**The input:**
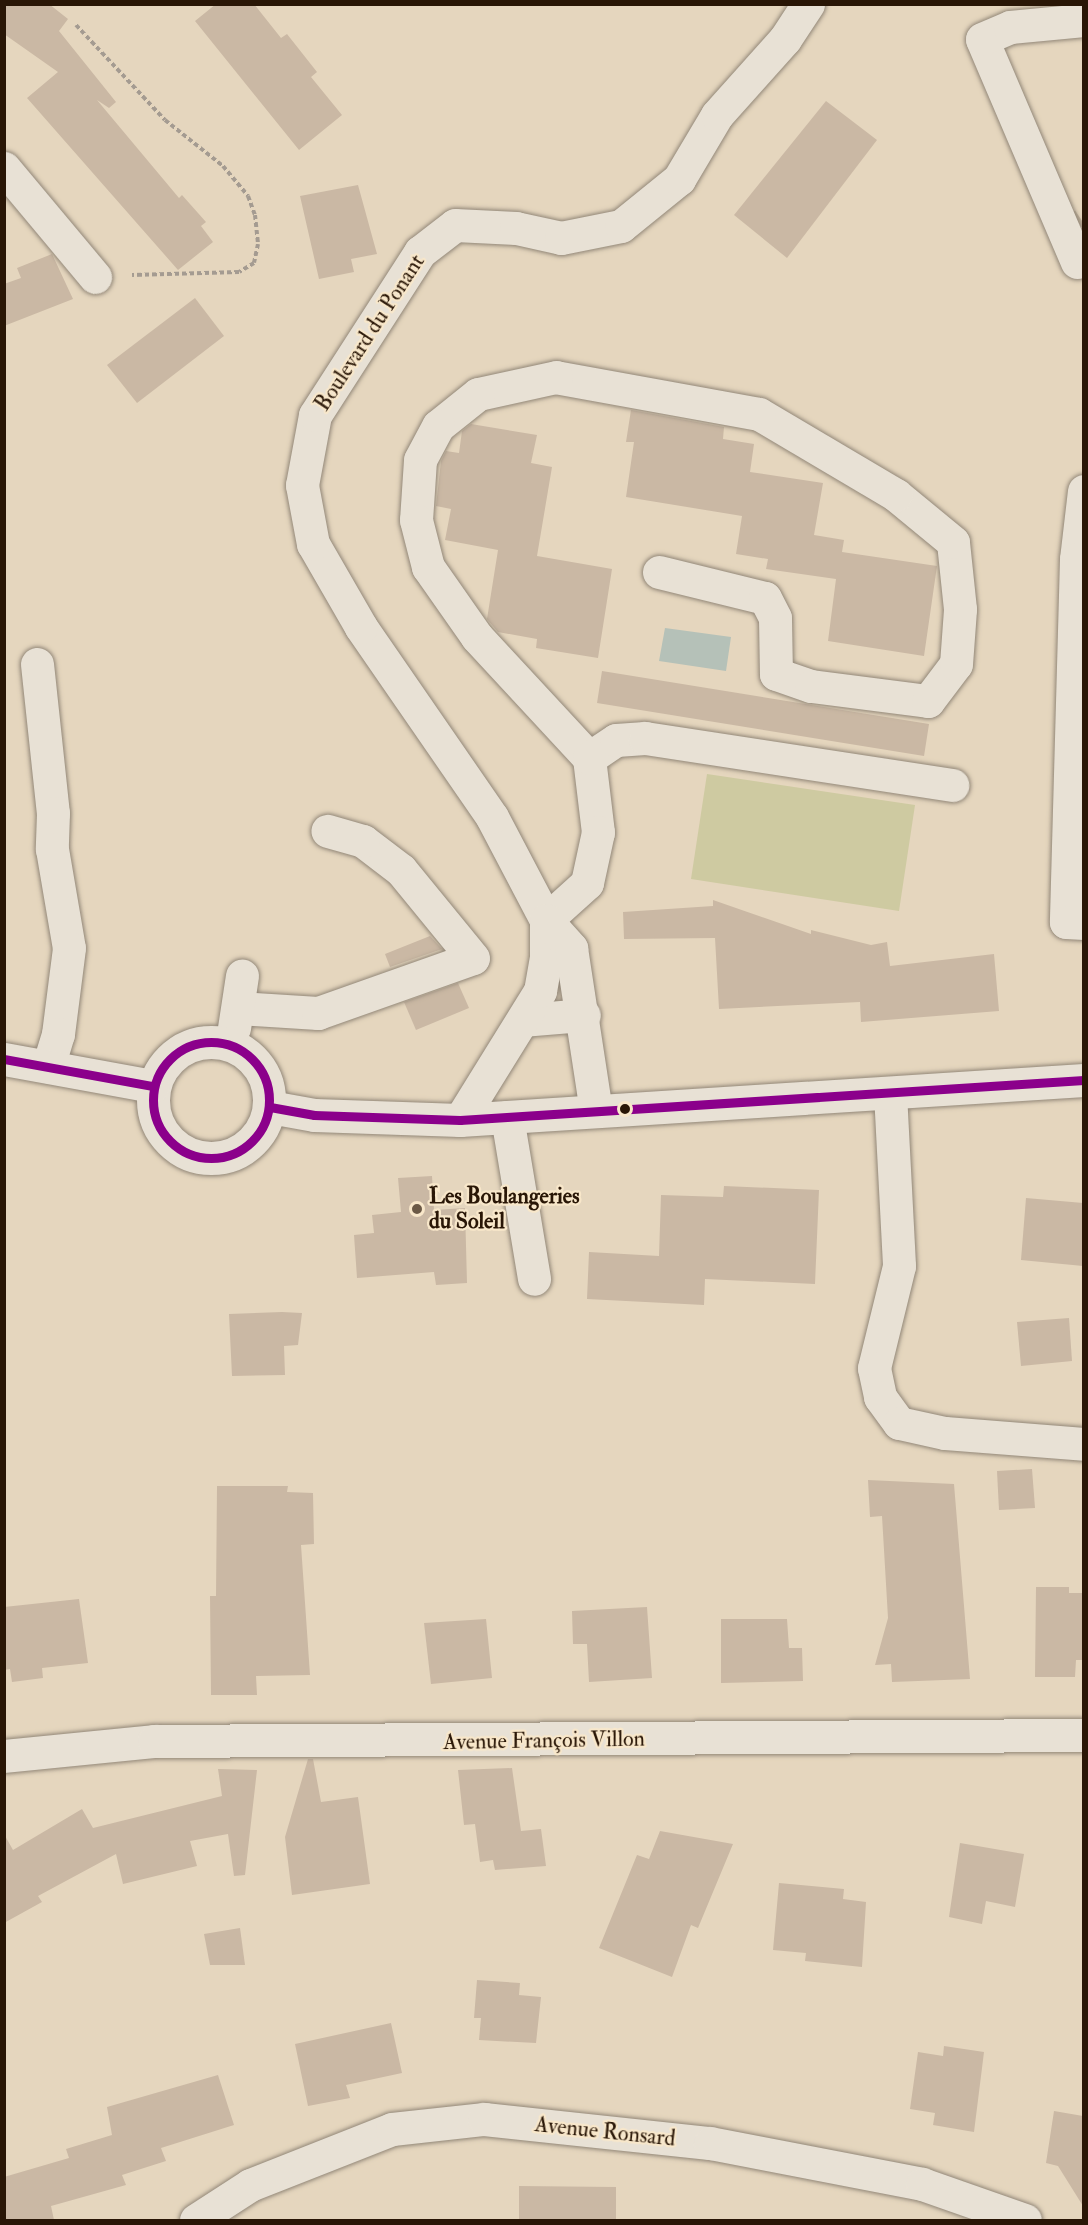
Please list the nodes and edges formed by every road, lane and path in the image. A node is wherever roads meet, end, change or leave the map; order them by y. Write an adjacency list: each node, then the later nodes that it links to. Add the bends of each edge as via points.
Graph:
1 (808, 4): 13 (street, Boulevard du Ponant, via 785,39 717,115 679,179 621,226 561,238 516,228 455,225 420,252 315,415 302,485 313,544 361,627 492,816)
2 (76, 25): 6 (path, via 165,120 223,166 248,196 258,244 254,263 239,272)
3 (1081, 26): 5 (street, via 1010,27 982,39)
4 (4, 168): 6 (street)
5 (1075, 243)
6 (95, 278)
7 (1083, 490): 14 (street, via 1076,559 1066,921)
8 (659, 572): 10 (street, via 765,598 776,618 776,674 811,686 928,701 956,664 960,609 953,542 896,495 759,414 556,377 478,394 438,426 420,460 416,520 428,567 477,638)
9 (37, 664): 19 (street, via 53,813 52,849 69,948 58,1034)
10 (589, 758): 11 (street, via 616,740 645,738); 13 (street, via 597,832 587,883)
11 (952, 784)
12 (327, 831): 17 (street, via 363,841 401,870 473,958 318,1013 240,992)
13 (546, 920): 15 (street, Boulevard du Ponant, via 571,948); 16 (street, Boulevard du Ponant, via 546,958 540,991)
14 (1083, 923)
15 (584, 1016): 16 (street); 24 (street, Boulevard du Ponant)
16 (522, 1020): 26 (street, Boulevard du Ponant)
17 (231, 1045): 21 (street, via 212,1041 175,1054); 23 (street, via 261,1070)
18 (4, 1059): 19 (street)
19 (48, 1067): 21 (street)
20 (1083, 1080): 22 (street)
21 (153, 1086): 23 (street, via 154,1118 171,1145 200,1159 232,1156 258,1137)
22 (890, 1093): 24 (street); 28 (street, via 899,1266 874,1368 880,1397 899,1423 945,1433)
23 (270, 1107): 26 (street, via 314,1114)
24 (596, 1112): 25 (street)
25 (507, 1117): 26 (street); 27 (street)
26 (460, 1120)
27 (534, 1279)
28 (1083, 1444)
29 (1083, 1735): 30 (street, Avenue François Villon, via 154,1741)
30 (4, 1756)
31 (196, 2220): 32 (street, Avenue Ronsard, via 250,2185 392,2130 484,2119 721,2145 922,2184)
32 (1026, 2220)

**Aim of the exercise:**
Scan the records for lines that hold "Avenue", and reproduce each one you find.

**Response to this task:**
29 (1083, 1735): 30 (street, Avenue François Villon, via 154,1741)
31 (196, 2220): 32 (street, Avenue Ronsard, via 250,2185 392,2130 484,2119 721,2145 922,2184)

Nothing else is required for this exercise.